À quel moment le nom ḳbayl francisé en Kabyles s'appliqua-t-il aux habitants de cette masse de montagnes dominées par le Djurdjura ? Ibn Khaldūn n'en use pas au xive siècle dans son Histoire des Berbères. Ni Luis del Mármol ni Léon l'Africain au xvie siècle ne mentionnent les Kabyles pour désigner les Berbères d'une région déterminée de l'Afrique du Nord. Reprenant la tradition khaldūnienne, Mármol appelle « Azouagues » (Zouaoua) les habitants du littoral algérien. Ce n'est qu'au xviiie siècle que « Kabyle » fait son apparition comme nom propre dans la littérature historique et géographique de l'Afrique du Nord. Le voyageur anglais Thomas Shaw, dans ses Travels, appelle de ce nom tous les Berbères de l'Algérie septentrionale : « À en juger par la situation et l'idiome propre et particulier des Kabyles, qui diffère matériellement de l'arabe, on est porté à croire que c'est le seul peuple de la Barbarie qui ait quelque analogie avec les anciens habitants de l'Afrique. » Et à propos des Zouaoua, on peut lire sous la plume du même auteur : « Les zouôouh[sic], qui sont les plus nombreux et les plus riches Kabyles de cette province [Constantine], habitent les montagnes inaccessibles à l'est, du Sebôe [Sebaou]. » Au xixe siècle, l'occupation française consacra définitivement le nom, d'abord pour désigner les Berbères de l'Algérie septentrionale, ensuite uniquement ceux du Djurdjura et de ses prolongements. On les appelle bien encore Zouaoua, mais accessoirement ; ils sont kabyles avant tout. C'est sous ce nom qu'ils firent leur entrée dans l'histoire moderne.

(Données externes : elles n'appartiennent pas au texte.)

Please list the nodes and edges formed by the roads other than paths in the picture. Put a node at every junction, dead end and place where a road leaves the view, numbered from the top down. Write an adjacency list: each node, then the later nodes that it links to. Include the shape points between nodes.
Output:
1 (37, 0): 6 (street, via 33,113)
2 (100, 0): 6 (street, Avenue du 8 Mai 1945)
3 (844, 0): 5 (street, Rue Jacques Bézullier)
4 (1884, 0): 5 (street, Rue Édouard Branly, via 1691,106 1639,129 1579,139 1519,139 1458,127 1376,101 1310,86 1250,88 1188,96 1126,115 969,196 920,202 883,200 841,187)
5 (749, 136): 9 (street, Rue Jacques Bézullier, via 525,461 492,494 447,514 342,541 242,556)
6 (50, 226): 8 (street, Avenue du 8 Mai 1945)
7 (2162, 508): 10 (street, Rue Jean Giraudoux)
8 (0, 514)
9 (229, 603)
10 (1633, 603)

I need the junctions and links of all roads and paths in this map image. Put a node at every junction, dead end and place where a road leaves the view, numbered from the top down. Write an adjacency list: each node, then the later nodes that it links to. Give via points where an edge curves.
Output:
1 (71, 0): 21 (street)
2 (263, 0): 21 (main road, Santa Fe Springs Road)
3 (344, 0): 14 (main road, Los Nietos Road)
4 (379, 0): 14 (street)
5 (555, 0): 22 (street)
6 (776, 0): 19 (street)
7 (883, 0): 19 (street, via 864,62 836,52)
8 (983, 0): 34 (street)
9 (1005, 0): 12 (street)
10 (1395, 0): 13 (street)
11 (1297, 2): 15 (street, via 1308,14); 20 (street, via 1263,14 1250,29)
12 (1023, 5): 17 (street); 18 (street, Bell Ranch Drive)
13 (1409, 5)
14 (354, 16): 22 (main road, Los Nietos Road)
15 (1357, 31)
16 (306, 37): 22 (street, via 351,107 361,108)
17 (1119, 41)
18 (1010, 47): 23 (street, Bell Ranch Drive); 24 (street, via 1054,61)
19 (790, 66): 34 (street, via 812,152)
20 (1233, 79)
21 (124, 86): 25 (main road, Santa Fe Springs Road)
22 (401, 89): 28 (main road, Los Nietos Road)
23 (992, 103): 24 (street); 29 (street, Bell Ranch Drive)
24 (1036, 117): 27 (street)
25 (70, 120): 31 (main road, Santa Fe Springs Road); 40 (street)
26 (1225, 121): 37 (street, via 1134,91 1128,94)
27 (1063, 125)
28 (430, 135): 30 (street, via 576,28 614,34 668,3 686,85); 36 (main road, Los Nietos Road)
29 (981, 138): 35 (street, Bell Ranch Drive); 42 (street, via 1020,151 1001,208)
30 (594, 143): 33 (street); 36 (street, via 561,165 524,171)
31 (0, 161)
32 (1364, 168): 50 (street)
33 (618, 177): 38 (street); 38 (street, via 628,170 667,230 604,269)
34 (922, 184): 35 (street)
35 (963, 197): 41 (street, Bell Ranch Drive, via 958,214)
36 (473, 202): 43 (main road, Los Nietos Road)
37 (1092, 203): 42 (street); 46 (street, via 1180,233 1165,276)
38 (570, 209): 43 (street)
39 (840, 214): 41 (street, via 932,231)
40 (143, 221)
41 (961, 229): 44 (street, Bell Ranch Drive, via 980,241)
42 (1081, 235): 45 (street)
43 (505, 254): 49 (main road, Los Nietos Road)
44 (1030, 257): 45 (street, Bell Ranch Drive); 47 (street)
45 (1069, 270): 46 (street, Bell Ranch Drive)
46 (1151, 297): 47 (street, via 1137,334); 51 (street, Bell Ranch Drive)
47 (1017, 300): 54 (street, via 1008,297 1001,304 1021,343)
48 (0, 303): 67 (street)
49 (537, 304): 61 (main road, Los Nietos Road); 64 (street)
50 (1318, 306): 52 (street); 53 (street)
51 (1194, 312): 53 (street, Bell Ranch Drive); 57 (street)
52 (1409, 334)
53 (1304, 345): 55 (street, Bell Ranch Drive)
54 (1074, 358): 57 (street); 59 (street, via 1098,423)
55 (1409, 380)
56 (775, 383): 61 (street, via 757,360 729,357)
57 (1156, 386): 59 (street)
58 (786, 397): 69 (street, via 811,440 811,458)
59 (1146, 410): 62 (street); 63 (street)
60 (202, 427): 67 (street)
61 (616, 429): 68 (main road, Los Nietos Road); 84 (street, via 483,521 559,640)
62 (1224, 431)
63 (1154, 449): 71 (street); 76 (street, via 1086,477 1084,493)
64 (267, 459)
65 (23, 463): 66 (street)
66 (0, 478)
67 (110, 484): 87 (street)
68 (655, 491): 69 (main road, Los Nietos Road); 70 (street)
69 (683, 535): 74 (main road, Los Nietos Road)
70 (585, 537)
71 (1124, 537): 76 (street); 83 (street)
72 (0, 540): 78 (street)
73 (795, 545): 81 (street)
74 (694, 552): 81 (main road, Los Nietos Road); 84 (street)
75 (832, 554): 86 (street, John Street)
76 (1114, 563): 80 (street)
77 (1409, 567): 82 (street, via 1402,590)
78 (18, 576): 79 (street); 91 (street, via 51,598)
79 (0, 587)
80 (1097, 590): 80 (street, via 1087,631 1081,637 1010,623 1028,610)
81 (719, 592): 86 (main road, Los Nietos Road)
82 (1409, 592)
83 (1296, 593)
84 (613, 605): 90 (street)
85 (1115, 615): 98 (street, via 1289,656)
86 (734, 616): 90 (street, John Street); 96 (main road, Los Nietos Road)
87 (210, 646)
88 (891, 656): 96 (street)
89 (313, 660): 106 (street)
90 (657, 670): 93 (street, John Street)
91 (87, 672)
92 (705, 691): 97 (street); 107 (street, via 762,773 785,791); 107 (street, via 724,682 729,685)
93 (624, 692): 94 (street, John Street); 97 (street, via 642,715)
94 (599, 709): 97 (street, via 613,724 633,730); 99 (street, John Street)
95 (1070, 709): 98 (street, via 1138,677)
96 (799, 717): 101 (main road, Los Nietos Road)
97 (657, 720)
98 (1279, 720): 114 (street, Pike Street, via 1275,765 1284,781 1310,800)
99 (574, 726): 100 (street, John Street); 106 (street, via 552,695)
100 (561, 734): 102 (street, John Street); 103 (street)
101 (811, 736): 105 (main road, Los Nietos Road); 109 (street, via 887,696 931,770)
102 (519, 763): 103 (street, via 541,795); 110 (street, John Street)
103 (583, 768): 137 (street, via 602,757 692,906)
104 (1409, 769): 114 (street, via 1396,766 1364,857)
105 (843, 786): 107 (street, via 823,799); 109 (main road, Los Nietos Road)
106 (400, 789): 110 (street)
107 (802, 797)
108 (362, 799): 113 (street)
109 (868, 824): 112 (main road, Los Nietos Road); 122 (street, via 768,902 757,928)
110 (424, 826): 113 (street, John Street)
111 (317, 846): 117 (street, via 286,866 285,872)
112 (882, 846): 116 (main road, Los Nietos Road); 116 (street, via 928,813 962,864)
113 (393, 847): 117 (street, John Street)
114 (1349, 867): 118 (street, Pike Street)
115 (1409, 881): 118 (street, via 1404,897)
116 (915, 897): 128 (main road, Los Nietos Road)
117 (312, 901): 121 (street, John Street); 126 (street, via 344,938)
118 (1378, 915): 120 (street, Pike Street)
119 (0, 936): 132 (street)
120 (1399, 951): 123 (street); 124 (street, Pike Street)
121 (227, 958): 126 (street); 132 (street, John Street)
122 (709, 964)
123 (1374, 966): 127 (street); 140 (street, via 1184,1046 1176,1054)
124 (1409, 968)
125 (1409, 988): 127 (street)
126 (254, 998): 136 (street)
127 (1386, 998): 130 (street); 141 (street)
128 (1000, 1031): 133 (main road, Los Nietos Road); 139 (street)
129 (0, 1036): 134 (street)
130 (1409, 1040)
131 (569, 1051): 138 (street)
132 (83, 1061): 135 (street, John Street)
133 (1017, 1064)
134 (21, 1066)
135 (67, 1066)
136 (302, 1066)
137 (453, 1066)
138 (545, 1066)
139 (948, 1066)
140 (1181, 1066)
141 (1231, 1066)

Une économie fondée sur l'agriculture et l'artisanat

Les Kabyles sont des paysans essentiellement arboriculteurs en raison de la nature de leur sol qui n'est qu'un vaste réseau de montagnes. Sur les pentes aménagées, ils font croître l'olivier et le figuier qui, immédiatement après le chêne zen, occupent les plus grandes surfaces. Jusqu'à la fin du xixe siècle, la culture de ces deux arbres tenait la place la plus importante dans les occupations et le revenu des Kabyles. Ils consommaient une partie de leur production d'huile et de figues et commercialisaient l'autre. On fait venir aussi en Kabylie presque tous les types d'arbres fruitiers représentés dans le bassin méditerranéen. Mais à l'exception du raisin de table, du cerisier et de l'amandier, leur produit n'entre guère en ligne de compte dans le budget familial. Quant à la culture des céréales, seuls s'y adonnaient sérieusement quelques privilégiés, propriétaires dans les vallées. Et celles-ci ayant été concédées dans certaines régions à des colons européens à la suite du soulèvement de 1871, les Kabyles furent réduits à importer les neuf dixièmes environ de leur consommation d'orge, de blé et de légumes secs. Il n'existe pas de prairies ni de terrains de parcours en Kabylie. Aussi l'élevage y est-il limité à quelques maigres troupeaux de chèvres, rarement de moutons et de bovins. Ainsi, nature du sol et exiguïté du territoire devaient assez tôt contraindre les Kabyles à s'adonner à des occupations autres que l'agriculture.

Jusqu'au xixe siècle, ils complétaient leurs maigres revenus agricoles par l'émigration temporaire et l'exercice de plusieurs industries artisanales, notamment celles des armes, du bois et du tissage. Les deux premières disparurent en même temps que la perte de l'indépendance, les forêts ayant été expropriées et les fabriques d'armes fermées par la puissance colonisatrice. Bien qu'il ne cesse pas de régresser, concurrencé par les étoffes venues d'Europe, le tissage s'est maintenu grâce au port du burnous et à la confection de couvertures en laine encore fort appréciées des Kabyles. Mais il[...]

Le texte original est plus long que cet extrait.